Saved data entries:
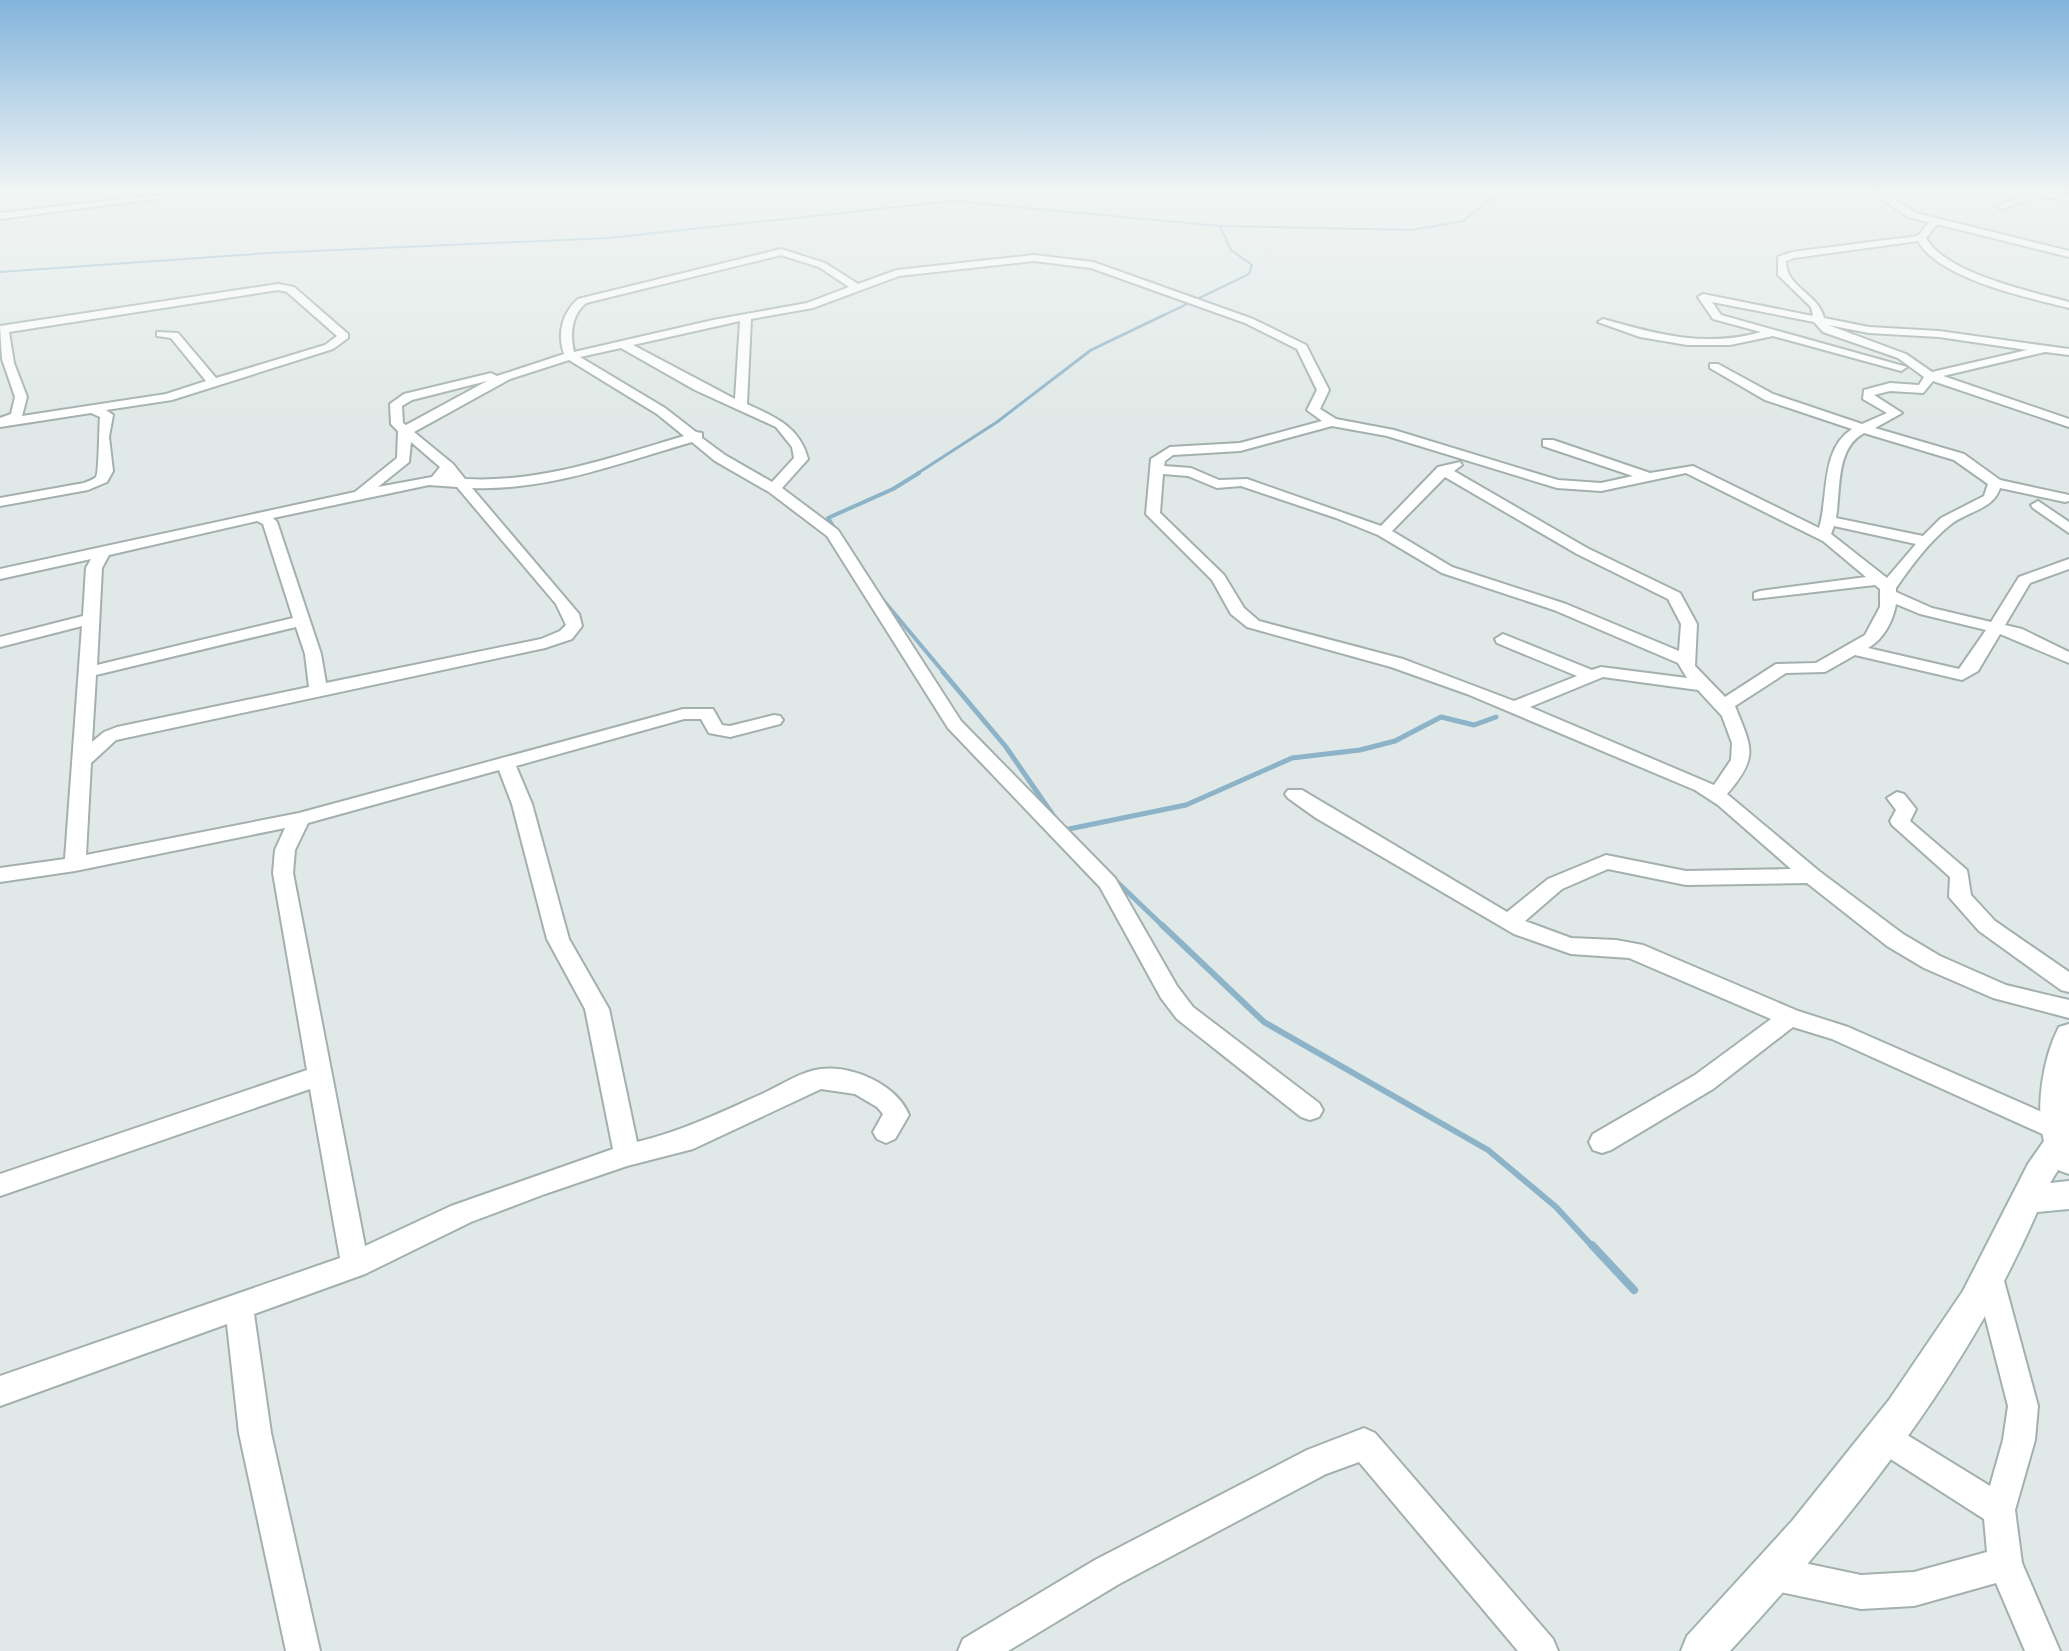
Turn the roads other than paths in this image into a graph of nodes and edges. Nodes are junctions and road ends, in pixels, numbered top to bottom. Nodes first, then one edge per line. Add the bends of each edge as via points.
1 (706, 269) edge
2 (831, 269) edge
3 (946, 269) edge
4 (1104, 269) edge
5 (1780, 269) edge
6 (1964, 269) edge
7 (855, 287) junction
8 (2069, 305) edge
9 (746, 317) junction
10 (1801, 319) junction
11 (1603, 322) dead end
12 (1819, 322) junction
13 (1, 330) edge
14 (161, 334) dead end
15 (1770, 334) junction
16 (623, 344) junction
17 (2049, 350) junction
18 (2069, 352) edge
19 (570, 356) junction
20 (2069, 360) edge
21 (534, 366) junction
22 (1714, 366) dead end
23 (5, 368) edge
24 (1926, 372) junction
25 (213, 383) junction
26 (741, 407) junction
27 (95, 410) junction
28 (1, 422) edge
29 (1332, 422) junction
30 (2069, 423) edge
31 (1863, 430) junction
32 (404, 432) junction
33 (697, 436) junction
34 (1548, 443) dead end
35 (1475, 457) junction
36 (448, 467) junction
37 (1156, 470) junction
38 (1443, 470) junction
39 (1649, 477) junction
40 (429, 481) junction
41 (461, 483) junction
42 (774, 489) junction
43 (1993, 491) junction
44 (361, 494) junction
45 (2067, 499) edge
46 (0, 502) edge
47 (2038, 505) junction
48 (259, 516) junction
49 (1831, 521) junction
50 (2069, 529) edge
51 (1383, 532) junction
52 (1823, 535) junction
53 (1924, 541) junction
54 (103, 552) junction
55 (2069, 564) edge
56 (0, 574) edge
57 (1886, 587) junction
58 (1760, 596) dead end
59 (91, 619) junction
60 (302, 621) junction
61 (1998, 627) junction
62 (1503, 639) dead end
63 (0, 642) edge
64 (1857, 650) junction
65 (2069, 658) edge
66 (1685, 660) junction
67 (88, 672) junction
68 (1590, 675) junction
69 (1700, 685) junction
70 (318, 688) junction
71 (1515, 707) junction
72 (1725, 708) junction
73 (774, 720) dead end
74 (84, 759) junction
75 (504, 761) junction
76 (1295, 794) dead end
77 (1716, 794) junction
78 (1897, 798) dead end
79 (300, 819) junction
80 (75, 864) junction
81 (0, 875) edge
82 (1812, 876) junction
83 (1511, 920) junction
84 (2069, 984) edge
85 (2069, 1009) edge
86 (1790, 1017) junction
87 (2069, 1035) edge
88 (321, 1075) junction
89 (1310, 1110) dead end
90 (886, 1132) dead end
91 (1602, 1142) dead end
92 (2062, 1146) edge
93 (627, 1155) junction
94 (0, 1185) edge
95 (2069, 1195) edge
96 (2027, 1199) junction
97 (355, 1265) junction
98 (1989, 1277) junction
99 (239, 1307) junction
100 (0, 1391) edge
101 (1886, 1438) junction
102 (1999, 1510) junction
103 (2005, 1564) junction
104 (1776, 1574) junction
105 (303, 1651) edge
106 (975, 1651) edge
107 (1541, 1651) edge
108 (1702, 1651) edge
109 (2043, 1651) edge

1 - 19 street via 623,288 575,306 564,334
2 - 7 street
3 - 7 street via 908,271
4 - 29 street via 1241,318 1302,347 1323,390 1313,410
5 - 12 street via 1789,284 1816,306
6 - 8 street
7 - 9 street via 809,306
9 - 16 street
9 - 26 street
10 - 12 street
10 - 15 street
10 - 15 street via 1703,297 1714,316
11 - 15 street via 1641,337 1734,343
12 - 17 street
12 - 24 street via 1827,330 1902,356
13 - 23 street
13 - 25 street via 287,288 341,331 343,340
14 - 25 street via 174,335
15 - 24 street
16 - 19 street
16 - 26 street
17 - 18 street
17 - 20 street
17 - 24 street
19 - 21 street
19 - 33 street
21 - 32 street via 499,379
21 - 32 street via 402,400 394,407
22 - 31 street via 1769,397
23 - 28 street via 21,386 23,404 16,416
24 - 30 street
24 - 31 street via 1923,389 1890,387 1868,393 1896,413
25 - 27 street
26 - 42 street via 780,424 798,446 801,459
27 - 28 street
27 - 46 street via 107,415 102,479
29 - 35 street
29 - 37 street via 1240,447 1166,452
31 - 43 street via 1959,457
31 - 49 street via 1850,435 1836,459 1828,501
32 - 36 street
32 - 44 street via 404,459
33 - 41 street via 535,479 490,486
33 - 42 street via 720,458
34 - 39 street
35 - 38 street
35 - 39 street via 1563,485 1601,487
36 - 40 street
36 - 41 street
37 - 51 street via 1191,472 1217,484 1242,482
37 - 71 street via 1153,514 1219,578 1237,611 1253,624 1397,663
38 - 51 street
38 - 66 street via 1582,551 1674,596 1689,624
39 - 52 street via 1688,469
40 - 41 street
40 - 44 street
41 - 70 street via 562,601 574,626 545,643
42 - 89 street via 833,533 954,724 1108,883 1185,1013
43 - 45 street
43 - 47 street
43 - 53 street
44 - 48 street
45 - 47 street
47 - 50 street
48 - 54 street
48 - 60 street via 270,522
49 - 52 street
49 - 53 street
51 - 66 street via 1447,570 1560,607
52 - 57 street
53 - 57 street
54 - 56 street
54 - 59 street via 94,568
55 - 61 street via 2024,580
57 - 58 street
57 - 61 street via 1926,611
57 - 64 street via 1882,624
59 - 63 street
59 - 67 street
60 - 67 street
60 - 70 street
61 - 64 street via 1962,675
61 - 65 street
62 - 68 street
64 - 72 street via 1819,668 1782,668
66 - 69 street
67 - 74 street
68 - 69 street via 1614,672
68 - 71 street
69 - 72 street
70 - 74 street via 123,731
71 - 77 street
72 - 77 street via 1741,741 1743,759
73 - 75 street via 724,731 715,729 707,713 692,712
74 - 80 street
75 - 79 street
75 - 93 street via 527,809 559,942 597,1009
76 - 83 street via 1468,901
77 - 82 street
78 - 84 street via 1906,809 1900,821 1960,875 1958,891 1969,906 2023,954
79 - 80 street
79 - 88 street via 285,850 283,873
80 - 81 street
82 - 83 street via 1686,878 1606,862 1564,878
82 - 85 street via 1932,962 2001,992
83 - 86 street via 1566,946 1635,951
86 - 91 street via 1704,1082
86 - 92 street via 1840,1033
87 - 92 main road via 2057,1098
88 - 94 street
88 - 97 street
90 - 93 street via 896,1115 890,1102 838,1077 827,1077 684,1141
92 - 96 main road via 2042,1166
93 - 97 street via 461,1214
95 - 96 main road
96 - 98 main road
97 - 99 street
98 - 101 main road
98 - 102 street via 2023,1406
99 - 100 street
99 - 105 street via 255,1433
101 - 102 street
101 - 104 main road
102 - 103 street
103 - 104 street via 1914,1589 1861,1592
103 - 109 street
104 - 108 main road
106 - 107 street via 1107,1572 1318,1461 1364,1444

» Instructions to follow
For the word "road", please count the lines in the data where it appears and respond with the number only.

» Solution below
8